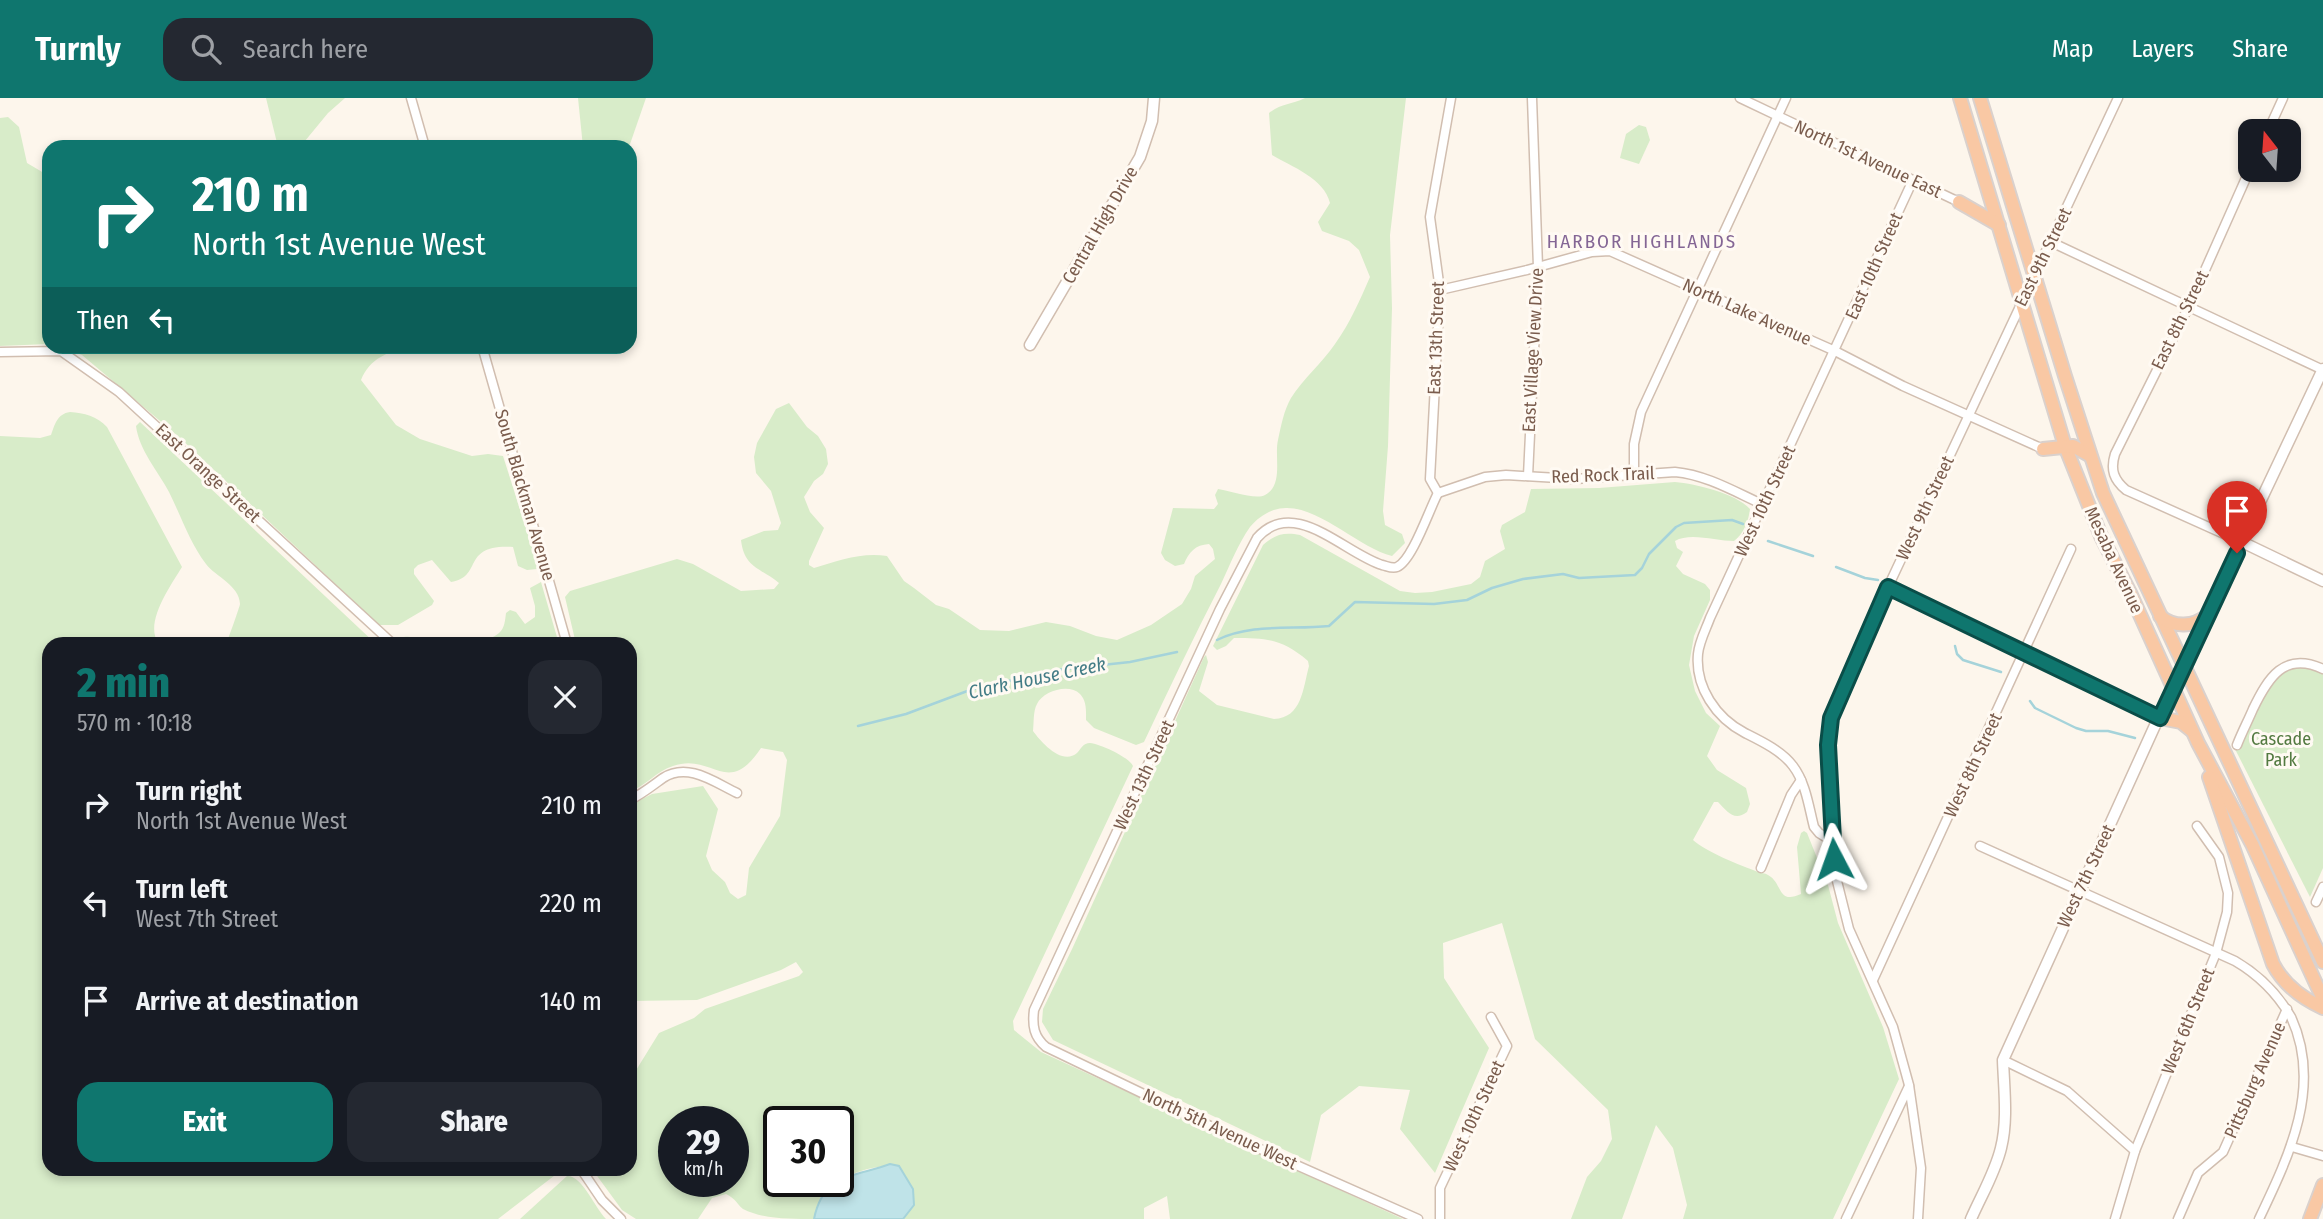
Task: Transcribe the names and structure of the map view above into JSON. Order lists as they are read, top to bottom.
{
  "streets": {
    "highway": ["Mesaba Avenue"],
    "street": [
      "North 1st Avenue East",
      "Central High Drive",
      "East 9th Street",
      "East 10th Street",
      "North Lake Avenue",
      "East 8th Street",
      "East 13th Street",
      "East Village View Drive",
      "East Orange Street",
      "Red Rock Trail",
      "South Blackman Avenue",
      "West 10th Street",
      "West 9th Street",
      "West 8th Street",
      "West 13th Street",
      "West 7th Street",
      "West 6th Street",
      "Pittsburg Avenue",
      "North 5th Avenue West"
    ]
  },
  "crossings": [
    ["North 1st Avenue East", "East 10th Street"],
    ["East 9th Street", "North Lake Avenue"],
    ["East 9th Street", "West 9th Street"],
    ["East 9th Street", "Mesaba Avenue"],
    ["East 10th Street", "North Lake Avenue"],
    ["East 10th Street", "West 10th Street"],
    ["North Lake Avenue", "East 13th Street"],
    ["North Lake Avenue", "East Village View Drive"],
    ["North Lake Avenue", "West 10th Street"],
    ["North Lake Avenue", "West 9th Street"],
    ["East 8th Street", "West 7th Street"],
    ["East 13th Street", "Red Rock Trail"],
    ["East 13th Street", "West 13th Street"],
    ["East Village View Drive", "Red Rock Trail"],
    ["Red Rock Trail", "West 10th Street"],
    ["Red Rock Trail", "West 13th Street"],
    ["West 9th Street", "West 8th Street"],
    ["Mesaba Avenue", "West 7th Street"],
    ["West 13th Street", "North 5th Avenue West"]
  ],
  "districts": ["HARBOR HIGHLANDS"],
  "water": ["Clark House Creek"],
  "parks": ["Cascade Park"],
  "north": "top",
  "page": {
    "header": "Turnly",
    "search": "Search here",
    "nav": ["Map", "Layers", "Share"],
    "turn": ["210 m", "North 1st Avenue West"],
    "then": "Then",
    "heading": ["2 min", "570 m · 10:18"],
    "list": [
      {
        "name": "Turn right",
        "note": "North 1st Avenue West",
        "value": "210 m"
      },
      {
        "name": "Turn left",
        "note": "West 7th Street",
        "value": "220 m"
      },
      {
        "name": "Arrive at destination",
        "value": "140 m"
      }
    ],
    "buttons": ["Exit", "Share"],
    "speed": "29 km/h",
    "limit": "30"
  }
}
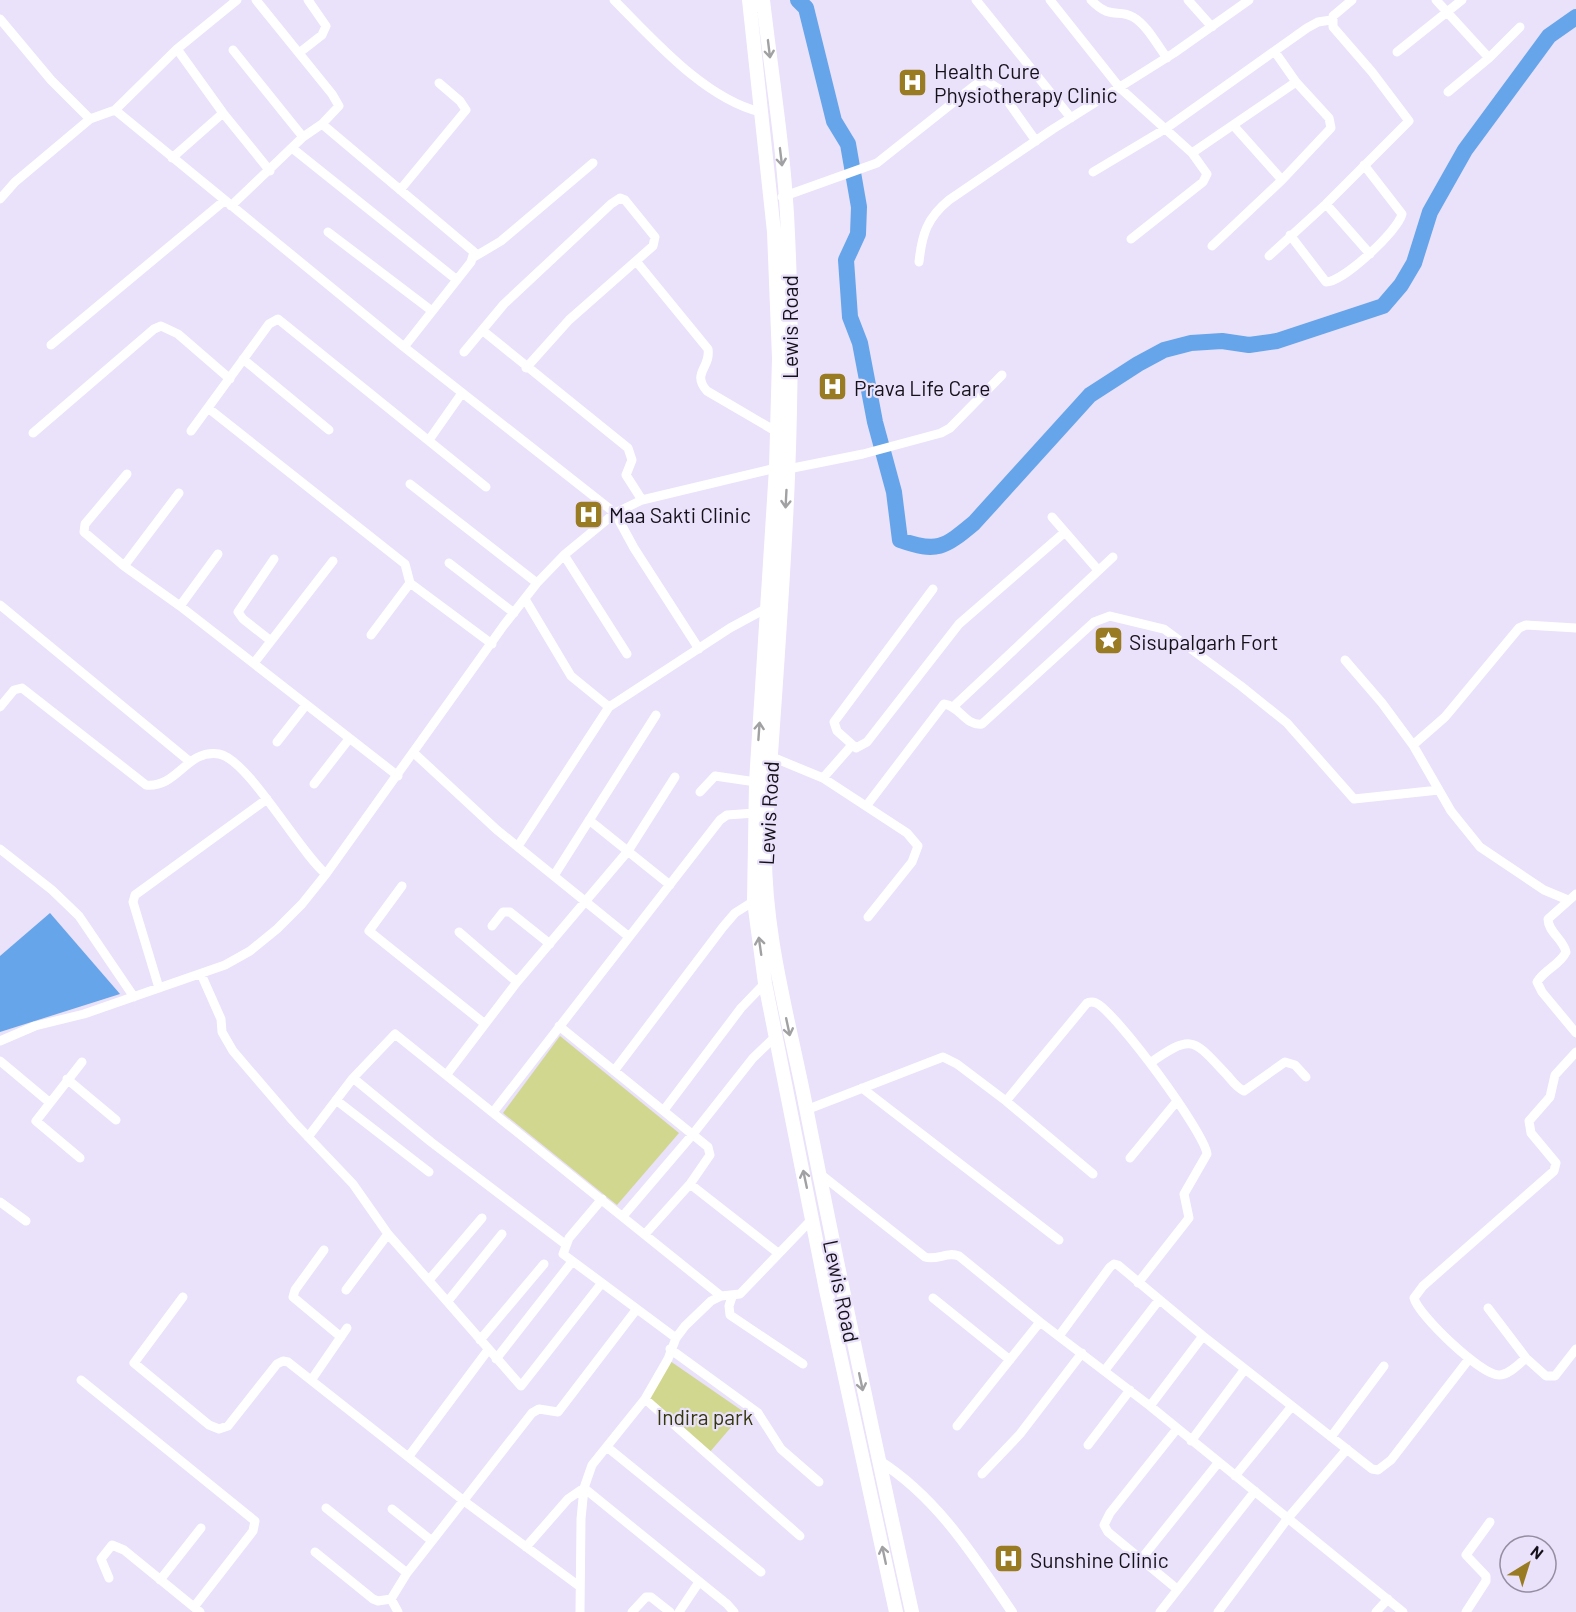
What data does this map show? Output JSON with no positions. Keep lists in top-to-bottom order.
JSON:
{
  "streets": {
    "main road": ["Lewis Road"]
  },
  "parks": ["Indira park"],
  "places": {
    "hospital": [
      "Health Cure Physiotherapy Clinic",
      "Prava Life Care",
      "Maa Sakti Clinic",
      "Sunshine Clinic"
    ],
    "place": ["Sisupalgarh Fort"]
  },
  "north": "top right"
}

- ACTIVITY:
Your answer should be the line with "What data does" and all lines after it in the listing above, repeated exactly. No other lines belong.

- TASK ANSWER:
What data does this map show? Output JSON with no positions. Keep lists in top-to-bottom order.
JSON:
{
  "streets": {
    "main road": ["Lewis Road"]
  },
  "parks": ["Indira park"],
  "places": {
    "hospital": [
      "Health Cure Physiotherapy Clinic",
      "Prava Life Care",
      "Maa Sakti Clinic",
      "Sunshine Clinic"
    ],
    "place": ["Sisupalgarh Fort"]
  },
  "north": "top right"
}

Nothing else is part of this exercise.